The answer must be every line from the entries below that includes "main".

[[ EXTRACTED DATA open ]]

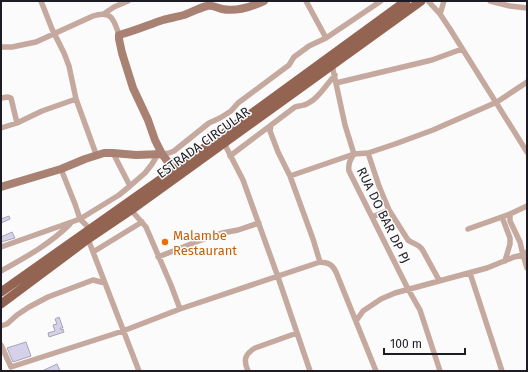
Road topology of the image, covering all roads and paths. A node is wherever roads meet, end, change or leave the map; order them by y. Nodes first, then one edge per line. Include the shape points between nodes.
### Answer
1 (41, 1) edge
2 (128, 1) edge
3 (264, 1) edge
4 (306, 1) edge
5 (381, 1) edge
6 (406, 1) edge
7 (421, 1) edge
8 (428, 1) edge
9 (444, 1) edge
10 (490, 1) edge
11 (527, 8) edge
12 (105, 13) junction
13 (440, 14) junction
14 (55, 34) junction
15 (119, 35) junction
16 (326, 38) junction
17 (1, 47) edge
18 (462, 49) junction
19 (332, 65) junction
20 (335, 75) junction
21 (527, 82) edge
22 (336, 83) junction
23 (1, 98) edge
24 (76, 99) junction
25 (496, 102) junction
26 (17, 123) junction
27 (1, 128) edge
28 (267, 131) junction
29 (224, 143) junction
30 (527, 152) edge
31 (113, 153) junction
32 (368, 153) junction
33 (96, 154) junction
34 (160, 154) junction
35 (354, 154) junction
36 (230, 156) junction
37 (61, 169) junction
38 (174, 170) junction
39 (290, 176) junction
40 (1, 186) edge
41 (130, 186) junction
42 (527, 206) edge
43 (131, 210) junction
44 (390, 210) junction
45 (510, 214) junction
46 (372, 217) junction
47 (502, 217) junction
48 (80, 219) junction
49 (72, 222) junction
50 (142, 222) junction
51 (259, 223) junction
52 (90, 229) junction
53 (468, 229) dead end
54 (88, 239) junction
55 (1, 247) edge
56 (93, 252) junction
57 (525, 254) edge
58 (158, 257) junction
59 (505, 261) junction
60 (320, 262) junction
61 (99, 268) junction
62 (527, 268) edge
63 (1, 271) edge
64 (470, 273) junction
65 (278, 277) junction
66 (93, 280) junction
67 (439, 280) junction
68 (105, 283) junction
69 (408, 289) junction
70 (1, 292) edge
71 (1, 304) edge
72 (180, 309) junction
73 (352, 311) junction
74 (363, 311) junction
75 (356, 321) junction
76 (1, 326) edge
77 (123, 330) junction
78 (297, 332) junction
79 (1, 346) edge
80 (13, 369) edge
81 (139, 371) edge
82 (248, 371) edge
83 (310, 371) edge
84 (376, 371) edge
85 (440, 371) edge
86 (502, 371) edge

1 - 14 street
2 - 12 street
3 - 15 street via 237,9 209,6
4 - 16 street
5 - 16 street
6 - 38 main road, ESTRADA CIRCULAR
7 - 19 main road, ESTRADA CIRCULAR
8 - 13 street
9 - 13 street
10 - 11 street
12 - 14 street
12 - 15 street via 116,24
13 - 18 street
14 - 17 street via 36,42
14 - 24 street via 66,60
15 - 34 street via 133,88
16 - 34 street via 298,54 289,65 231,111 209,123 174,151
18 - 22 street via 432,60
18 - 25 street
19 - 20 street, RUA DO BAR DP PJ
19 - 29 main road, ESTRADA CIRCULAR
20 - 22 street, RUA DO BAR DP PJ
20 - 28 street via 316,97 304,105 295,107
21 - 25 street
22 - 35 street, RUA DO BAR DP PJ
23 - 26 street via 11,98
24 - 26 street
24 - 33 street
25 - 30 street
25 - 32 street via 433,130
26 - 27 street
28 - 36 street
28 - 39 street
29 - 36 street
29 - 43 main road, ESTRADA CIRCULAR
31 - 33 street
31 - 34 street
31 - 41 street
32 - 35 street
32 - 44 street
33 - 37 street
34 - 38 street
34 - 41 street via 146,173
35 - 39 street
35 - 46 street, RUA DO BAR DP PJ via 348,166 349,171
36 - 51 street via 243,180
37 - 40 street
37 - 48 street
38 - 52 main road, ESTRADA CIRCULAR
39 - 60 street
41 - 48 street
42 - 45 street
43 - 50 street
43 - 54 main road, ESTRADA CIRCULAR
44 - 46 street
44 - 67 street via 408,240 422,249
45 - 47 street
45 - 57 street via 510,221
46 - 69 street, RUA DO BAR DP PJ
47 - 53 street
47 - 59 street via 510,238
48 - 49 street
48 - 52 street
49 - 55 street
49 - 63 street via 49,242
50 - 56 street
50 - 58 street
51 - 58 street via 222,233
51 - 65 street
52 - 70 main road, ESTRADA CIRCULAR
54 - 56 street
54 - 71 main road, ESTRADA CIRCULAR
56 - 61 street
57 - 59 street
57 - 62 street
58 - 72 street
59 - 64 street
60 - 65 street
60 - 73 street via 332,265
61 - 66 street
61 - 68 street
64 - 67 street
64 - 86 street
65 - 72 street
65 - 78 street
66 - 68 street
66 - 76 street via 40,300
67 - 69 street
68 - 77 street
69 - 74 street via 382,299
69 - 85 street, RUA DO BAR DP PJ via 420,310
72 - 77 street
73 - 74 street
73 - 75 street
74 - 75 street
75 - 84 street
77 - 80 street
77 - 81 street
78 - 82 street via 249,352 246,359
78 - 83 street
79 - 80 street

[[ EXTRACTED DATA closed ]]

**RESULT OF THIS TASK:**
6 - 38 main road, ESTRADA CIRCULAR
7 - 19 main road, ESTRADA CIRCULAR
19 - 29 main road, ESTRADA CIRCULAR
29 - 43 main road, ESTRADA CIRCULAR
38 - 52 main road, ESTRADA CIRCULAR
43 - 54 main road, ESTRADA CIRCULAR
52 - 70 main road, ESTRADA CIRCULAR
54 - 71 main road, ESTRADA CIRCULAR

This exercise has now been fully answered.